== WORK REQUIRED ==
Copy every line of the following data that includes the string "highway".

== DATASET CONTENT ==
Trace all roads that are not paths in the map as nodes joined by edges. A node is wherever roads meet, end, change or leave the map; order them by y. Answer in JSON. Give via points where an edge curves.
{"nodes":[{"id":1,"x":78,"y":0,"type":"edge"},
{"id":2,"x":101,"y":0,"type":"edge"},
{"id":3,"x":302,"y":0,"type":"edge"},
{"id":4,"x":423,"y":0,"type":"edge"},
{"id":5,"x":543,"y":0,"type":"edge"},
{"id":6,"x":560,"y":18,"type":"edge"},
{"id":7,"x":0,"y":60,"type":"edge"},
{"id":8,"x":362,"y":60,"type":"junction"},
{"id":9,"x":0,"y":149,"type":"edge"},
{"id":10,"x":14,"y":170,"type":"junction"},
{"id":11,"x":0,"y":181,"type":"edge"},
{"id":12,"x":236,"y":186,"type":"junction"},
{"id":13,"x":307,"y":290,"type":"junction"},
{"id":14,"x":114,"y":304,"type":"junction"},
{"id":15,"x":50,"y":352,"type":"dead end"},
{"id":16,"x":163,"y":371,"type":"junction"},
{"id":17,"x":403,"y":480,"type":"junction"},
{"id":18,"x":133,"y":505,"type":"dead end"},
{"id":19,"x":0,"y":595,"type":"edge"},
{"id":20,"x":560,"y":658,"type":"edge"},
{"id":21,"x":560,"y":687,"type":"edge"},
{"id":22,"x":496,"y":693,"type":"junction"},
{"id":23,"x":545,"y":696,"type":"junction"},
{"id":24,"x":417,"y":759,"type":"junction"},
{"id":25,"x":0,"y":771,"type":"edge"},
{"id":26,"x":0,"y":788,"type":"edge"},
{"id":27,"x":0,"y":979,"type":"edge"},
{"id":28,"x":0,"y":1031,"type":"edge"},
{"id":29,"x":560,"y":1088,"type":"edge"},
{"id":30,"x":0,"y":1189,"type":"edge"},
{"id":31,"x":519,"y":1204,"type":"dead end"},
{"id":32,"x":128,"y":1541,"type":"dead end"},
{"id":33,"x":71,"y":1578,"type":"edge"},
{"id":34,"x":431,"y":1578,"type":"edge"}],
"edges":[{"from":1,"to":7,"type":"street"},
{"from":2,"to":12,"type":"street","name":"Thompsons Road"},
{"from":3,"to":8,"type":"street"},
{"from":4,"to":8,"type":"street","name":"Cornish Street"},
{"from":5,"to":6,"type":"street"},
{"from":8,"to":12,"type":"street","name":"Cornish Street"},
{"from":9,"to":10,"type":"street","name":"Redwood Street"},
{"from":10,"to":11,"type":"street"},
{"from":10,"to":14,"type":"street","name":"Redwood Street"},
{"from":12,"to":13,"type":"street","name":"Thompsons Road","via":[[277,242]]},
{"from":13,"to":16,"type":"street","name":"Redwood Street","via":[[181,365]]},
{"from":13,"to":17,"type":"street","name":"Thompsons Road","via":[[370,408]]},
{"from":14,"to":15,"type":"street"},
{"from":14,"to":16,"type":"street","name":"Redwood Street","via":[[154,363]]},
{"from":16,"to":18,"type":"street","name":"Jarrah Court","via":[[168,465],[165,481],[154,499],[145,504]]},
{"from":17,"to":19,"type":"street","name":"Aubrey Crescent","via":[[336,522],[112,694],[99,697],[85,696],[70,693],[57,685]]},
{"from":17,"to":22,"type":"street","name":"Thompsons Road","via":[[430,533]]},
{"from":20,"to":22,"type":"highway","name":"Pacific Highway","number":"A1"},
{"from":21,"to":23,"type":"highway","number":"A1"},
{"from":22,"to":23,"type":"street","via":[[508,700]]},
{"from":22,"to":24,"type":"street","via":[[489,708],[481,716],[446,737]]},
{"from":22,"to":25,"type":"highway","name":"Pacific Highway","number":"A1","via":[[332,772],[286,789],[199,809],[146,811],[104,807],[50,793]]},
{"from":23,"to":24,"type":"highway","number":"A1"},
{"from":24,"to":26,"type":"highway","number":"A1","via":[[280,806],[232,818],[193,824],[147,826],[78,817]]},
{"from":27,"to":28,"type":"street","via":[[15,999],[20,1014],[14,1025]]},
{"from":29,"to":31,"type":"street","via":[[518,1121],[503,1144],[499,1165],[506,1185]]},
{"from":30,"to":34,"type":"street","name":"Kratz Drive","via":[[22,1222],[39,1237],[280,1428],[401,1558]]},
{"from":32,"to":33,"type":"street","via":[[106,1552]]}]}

== ANSWER SPACE ==
{"from":20,"to":22,"type":"highway","name":"Pacific Highway","number":"A1"},
{"from":21,"to":23,"type":"highway","number":"A1"},
{"from":22,"to":25,"type":"highway","name":"Pacific Highway","number":"A1","via":[[332,772],[286,789],[199,809],[146,811],[104,807],[50,793]]},
{"from":23,"to":24,"type":"highway","number":"A1"},
{"from":24,"to":26,"type":"highway","number":"A1","via":[[280,806],[232,818],[193,824],[147,826],[78,817]]},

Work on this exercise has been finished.